The number of lines holding the string "image" is all that is wanted; count them in the records below.

Given information Block Start

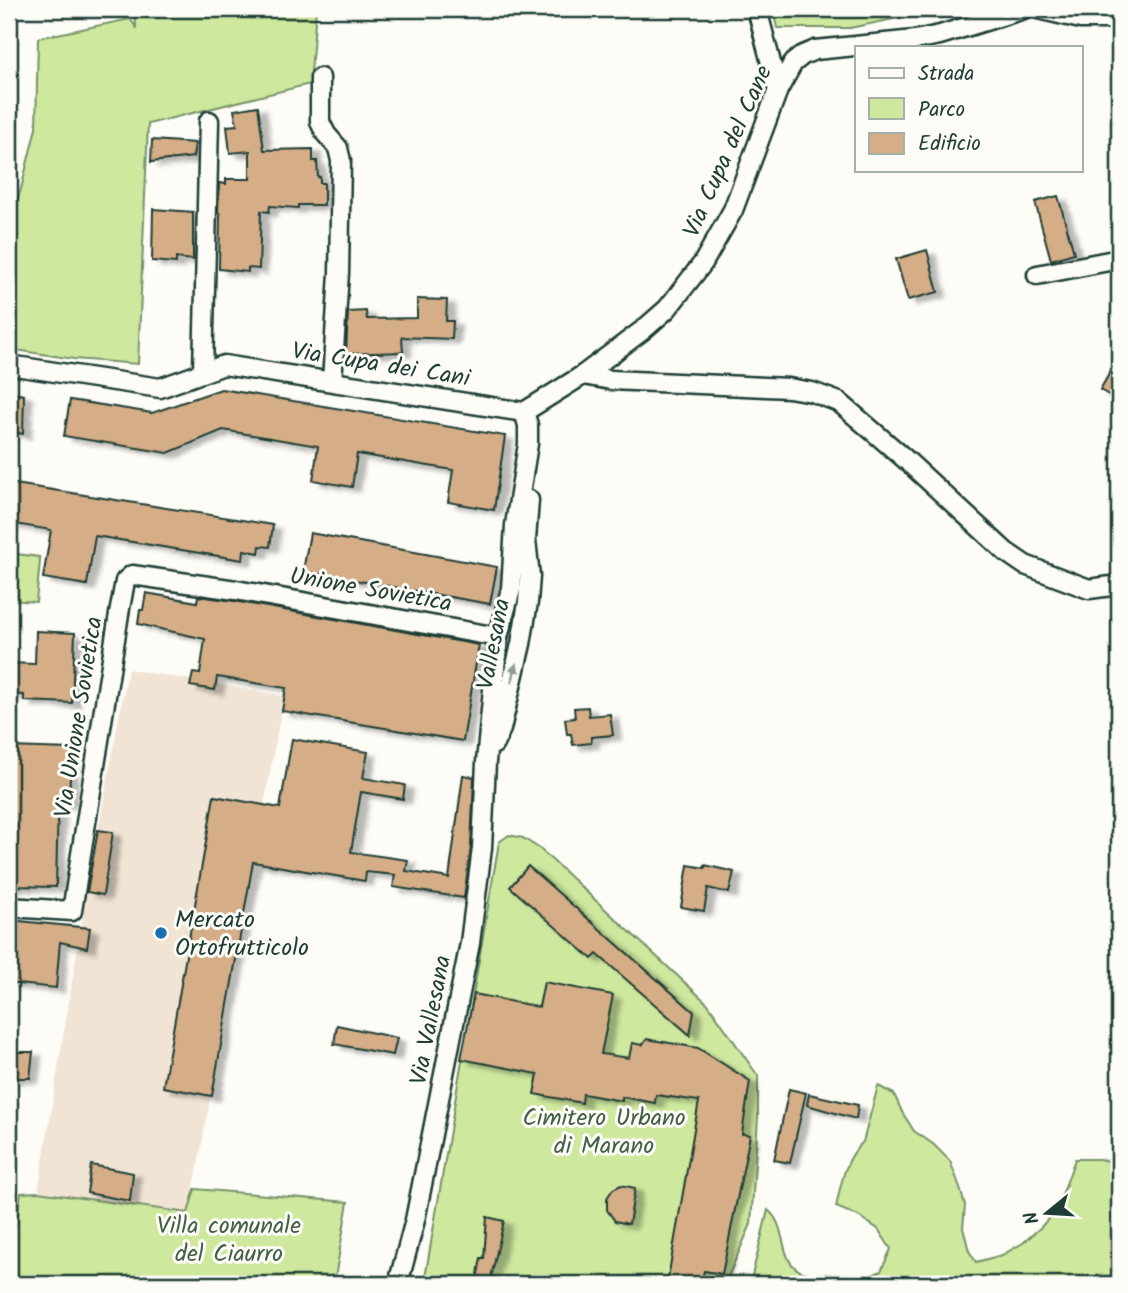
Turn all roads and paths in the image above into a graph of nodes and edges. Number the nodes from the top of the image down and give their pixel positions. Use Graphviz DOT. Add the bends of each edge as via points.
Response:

Given information Block End
Given information Block Start

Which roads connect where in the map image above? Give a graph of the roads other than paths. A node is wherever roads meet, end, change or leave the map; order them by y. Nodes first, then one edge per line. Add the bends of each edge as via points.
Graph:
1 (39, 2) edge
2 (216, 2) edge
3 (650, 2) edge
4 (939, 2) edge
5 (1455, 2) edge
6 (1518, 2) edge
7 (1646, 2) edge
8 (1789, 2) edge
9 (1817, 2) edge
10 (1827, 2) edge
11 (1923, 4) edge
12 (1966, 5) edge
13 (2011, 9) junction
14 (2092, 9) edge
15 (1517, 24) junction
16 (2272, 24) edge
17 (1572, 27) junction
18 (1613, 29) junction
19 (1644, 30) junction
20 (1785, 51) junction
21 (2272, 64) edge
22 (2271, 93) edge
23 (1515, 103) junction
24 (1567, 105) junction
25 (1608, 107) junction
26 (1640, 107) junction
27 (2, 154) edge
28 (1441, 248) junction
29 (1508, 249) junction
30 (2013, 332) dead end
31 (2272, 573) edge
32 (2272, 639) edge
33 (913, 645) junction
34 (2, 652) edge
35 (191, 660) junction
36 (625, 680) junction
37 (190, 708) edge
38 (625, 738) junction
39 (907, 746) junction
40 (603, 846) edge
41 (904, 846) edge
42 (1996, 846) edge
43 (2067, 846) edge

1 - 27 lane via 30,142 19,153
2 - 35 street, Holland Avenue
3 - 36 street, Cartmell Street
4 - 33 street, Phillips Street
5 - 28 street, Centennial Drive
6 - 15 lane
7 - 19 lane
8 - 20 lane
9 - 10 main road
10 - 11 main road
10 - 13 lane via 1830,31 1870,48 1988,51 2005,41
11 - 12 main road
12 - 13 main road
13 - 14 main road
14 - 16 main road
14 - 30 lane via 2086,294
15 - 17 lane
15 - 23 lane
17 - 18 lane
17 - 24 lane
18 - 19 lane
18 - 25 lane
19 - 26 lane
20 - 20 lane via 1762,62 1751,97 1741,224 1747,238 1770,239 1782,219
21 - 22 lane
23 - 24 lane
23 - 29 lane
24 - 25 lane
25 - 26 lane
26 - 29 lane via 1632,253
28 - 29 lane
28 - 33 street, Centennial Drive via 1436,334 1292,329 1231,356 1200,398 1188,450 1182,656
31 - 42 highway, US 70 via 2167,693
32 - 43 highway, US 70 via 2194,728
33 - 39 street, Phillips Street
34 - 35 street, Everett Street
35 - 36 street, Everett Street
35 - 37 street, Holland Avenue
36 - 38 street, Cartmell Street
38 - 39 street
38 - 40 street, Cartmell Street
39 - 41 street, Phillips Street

Given information Block End

§ **Exercise output**
2